The need to notify asset acquisition transactions to the Administrative Council for Economic Defense (CADE) has raised doubts since the enactment of the Brazilian Competition Law (Law 12.529/11). Especially, in cases involving the acquisition of real estate assets.
At CADE’s Judgment Session held on February 12, CADE's Administrative Tribunal analyzed the matter and provided relevant guidance upon analyzing a consultation submitted by a company that operates in the supermarket sector. The company sought to clarify whether there was a need to notify the sale of one of its properties to a real estate company.
According to the vote issued by the Commissioner Rapporteur, Gustavo Augusto Freitas de Lima, a real estate asset should not be necessarily be viewed as an undertaking – which encompasses several tangible and intangible elements, such as equipment, inventories, warehouses, goodwill, business name, etc.
The acquisition of a real estate asset that does not amount to an undertaking would not be able to change market structure and would not amount to an act of economic concentration, according to the Brazilian Competition Law.
The judgment set forth aspects that must be analyzed to assess the obligation to notify real estate transactions, such as:
- if the real estate is part of an undertaking at the time the negotiations of the of the deal begin;
- if the real estate asset has production capacity that can be used d by the buyer in its activities, generates revenue, or represents market share for its holder, among other factors that could indicate it is a productive asset;
- if the real estate asset is subject to regulatory restraints that would make it impossible for other assets to replace it.
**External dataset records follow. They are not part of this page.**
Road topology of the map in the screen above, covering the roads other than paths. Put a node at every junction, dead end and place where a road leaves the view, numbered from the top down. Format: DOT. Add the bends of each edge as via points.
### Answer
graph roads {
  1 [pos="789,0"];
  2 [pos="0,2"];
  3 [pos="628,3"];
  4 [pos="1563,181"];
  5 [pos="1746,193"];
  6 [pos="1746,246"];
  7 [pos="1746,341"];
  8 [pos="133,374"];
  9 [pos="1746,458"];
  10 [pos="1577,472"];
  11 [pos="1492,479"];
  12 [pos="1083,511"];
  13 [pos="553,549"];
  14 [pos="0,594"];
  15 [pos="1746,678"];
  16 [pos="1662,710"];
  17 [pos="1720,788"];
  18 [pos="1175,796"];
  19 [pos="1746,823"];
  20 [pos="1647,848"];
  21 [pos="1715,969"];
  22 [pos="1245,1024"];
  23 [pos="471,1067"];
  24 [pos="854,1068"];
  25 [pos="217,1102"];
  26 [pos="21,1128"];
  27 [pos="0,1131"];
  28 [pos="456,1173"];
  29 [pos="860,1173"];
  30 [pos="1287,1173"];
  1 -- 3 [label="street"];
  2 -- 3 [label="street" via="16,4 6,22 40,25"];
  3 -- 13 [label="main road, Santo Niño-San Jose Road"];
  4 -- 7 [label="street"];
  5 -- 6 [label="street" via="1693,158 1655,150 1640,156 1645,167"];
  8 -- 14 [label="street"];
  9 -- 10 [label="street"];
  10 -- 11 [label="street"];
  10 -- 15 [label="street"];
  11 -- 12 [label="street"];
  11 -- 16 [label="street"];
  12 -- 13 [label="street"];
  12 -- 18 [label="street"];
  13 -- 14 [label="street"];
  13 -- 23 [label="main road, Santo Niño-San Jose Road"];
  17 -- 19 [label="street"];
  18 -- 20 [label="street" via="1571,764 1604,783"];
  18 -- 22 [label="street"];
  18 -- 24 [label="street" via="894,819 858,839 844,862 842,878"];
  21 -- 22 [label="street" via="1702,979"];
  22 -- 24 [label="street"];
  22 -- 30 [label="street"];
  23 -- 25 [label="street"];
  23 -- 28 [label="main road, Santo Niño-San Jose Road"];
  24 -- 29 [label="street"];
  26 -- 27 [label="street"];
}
CADE also pointed out that the fact that the buyer does not operate directly in the same relevant market as the seller would reinforce the non-reportability of the deal. It also stressed that the guidance above do not apply to the asset deals between companies active in the real estate sector.
As usual in consultation procedures, CADE's response is limited to the object of the consultation and will be binding on the Administrative Tribunal and the consulting parties. It is now necessary to monitor how the concepts and criteria discussed in this consultation will be handled by companies when assessing the need to notify their real estate deals to CADE, and how CADE will rule on this issue in merger filings.